Support Vector Machine Algorithm (SVM) – Understanding Kernel Trick
For a better understanding, the blog has been split into two parts, the former gives conceptual clarity of Support Vector Machine (SVM) & Kernel Trick and the latter gives a mathematical explanation to the same. The blog also entails a complete modelling of the Support Vector Machine Algorithm using Python which will give us more confidence to embrace the algorithm and the concept.
Understanding SVM and SVM Kernel Trick
Before we decipher SVM Kernel Trick, let us first go over few basic concepts:
1. Support Vector Machine (SVM) and Support Vectors
2. Linearity, Non-Linearity, Dimensions and Planes
3. Kernel and Kernel methods
A Support Vector Machine (SVM) is a supervised machine learning algorithm which can be used for both classification and regression problems. Widely it is used for classification problem. SVM constructs a line or a hyperplane in a high or infinite dimensional space which is used for classification, regression or other tasks like outlier detection. SVM makes sure that the data is separated with the widest Margin.
SVMs maximize the margin around the separating hyperplane.
Support Vectors: Support vectors are the data points that lie farthest to the decision surface (or hyperplane). They are the data points which are most difficult to classify. They have a direct impact on the optimum location of the decision surface.
Linearity and Non-Linearity: On a Plane, a linear function is a function where the graph is a straight line. The line can go in any direction, but it’s always a straight line. However, a non-linear function has a shape that is not a straight line.
Dimensions: In simple terms, a dimension of something is a particular aspect of it. Examples: width, depth and height are dimensions. A line on a plane is one dimension, considering the edges a square has two dimensions and a cube has three dimensions.

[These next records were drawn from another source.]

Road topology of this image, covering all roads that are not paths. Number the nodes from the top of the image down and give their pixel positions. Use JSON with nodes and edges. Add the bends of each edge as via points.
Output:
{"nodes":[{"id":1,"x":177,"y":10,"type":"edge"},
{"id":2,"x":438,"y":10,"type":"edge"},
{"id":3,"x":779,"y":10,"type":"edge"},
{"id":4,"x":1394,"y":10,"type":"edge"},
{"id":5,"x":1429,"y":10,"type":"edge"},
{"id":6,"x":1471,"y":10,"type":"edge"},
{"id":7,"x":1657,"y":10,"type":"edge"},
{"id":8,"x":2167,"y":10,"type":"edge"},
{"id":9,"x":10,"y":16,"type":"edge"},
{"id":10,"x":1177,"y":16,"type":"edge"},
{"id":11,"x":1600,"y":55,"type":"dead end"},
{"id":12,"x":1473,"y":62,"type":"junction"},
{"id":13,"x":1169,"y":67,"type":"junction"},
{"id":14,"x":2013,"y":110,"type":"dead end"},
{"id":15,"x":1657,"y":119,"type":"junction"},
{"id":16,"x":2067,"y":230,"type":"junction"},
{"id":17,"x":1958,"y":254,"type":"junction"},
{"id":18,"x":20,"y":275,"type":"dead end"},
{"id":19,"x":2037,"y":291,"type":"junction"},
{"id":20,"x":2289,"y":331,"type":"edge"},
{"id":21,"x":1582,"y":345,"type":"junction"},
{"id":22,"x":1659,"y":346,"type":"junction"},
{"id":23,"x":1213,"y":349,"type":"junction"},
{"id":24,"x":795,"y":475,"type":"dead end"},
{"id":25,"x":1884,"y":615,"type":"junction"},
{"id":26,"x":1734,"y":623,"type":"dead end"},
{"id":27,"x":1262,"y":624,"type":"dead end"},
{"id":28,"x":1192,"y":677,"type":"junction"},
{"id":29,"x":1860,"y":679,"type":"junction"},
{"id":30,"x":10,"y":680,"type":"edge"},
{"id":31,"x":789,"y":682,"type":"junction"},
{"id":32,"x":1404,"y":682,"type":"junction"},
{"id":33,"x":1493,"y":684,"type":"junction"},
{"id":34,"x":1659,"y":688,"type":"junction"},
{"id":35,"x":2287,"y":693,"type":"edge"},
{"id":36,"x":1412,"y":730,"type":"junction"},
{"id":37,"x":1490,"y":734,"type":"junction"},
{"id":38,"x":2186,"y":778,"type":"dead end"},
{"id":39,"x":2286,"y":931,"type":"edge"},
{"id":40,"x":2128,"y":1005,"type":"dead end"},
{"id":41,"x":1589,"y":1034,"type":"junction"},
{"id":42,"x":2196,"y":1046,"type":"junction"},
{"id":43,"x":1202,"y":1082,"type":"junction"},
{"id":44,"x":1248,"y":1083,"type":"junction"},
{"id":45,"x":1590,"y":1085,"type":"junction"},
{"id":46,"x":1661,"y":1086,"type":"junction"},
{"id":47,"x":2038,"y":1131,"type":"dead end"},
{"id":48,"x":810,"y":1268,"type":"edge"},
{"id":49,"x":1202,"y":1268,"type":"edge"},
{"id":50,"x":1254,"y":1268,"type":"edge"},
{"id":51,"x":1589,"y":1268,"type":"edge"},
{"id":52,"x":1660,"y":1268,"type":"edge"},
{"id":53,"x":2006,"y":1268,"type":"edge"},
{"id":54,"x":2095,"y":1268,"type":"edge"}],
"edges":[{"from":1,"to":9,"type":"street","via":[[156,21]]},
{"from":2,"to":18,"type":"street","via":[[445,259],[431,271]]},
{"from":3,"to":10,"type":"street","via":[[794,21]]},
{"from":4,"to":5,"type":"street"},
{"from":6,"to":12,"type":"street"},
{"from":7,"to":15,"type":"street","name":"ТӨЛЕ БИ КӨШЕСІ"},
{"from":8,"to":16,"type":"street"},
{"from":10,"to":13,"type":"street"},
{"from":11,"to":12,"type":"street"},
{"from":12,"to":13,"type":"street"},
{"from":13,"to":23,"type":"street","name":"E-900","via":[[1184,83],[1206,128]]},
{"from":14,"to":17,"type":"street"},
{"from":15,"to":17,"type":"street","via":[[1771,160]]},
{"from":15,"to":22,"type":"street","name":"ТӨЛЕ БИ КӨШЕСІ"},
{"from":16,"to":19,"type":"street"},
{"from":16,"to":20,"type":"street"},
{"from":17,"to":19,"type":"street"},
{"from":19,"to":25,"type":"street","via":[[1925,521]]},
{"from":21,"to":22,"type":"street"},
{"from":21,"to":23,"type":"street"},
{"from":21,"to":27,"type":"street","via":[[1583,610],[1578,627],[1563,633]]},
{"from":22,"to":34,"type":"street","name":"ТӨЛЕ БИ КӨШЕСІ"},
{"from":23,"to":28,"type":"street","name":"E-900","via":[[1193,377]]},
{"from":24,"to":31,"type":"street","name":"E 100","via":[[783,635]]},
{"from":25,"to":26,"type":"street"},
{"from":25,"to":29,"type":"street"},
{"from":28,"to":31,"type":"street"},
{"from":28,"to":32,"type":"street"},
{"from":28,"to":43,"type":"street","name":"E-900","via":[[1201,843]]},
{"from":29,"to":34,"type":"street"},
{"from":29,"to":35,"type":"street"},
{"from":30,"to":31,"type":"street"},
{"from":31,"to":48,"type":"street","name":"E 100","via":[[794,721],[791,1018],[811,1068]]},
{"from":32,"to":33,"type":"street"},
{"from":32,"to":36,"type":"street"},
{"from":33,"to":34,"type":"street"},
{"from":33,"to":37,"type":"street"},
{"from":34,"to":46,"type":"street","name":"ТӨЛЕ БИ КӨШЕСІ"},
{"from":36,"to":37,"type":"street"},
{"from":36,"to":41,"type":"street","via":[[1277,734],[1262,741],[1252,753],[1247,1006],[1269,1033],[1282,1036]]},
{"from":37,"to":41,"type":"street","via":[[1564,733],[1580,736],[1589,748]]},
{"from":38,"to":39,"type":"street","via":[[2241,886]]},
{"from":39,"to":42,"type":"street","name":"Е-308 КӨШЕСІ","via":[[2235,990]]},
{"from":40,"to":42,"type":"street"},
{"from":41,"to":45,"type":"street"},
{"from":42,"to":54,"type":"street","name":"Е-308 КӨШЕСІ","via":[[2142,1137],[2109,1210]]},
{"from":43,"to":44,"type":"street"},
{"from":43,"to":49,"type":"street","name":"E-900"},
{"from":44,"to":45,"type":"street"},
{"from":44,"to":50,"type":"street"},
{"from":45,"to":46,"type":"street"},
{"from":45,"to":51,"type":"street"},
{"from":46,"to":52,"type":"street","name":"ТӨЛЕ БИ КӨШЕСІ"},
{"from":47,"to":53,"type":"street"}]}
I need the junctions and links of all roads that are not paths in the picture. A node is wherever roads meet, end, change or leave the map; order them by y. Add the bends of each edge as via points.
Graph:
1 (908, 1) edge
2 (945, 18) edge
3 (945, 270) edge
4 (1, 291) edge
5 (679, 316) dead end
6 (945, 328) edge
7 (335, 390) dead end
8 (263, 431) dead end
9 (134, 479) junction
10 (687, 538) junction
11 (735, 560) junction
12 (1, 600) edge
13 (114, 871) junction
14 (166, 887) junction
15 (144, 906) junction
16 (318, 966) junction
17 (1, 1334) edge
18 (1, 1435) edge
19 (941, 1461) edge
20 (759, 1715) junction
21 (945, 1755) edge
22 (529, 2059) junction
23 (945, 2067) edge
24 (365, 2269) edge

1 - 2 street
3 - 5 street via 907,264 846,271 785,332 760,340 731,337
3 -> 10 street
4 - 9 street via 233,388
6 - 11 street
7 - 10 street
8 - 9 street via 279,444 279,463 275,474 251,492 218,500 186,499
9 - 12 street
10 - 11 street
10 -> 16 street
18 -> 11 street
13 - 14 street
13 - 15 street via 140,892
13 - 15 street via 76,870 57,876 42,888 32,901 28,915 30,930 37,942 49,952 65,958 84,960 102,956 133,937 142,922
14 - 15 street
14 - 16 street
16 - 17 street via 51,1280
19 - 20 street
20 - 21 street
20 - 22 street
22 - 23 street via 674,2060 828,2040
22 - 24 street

Planes and Hyperplane: In one dimension, a hyperplane is called a point. In two dimensions, it is a line. In three dimensions, it is a plane and in more dimensions we call it a hyperplane.
Kernel: A kernel is a method of placing a two dimensional plane into a higher dimensional space, so that it is curved in the higher dimensional space. (In simple terms, a kernel is a function from the low dimensional space into a higher dimensional space.)
After understanding the above it is now easier to relate and understand the Kernel Trick. We now know that SVM works better with two dimensional space which are linearly separable.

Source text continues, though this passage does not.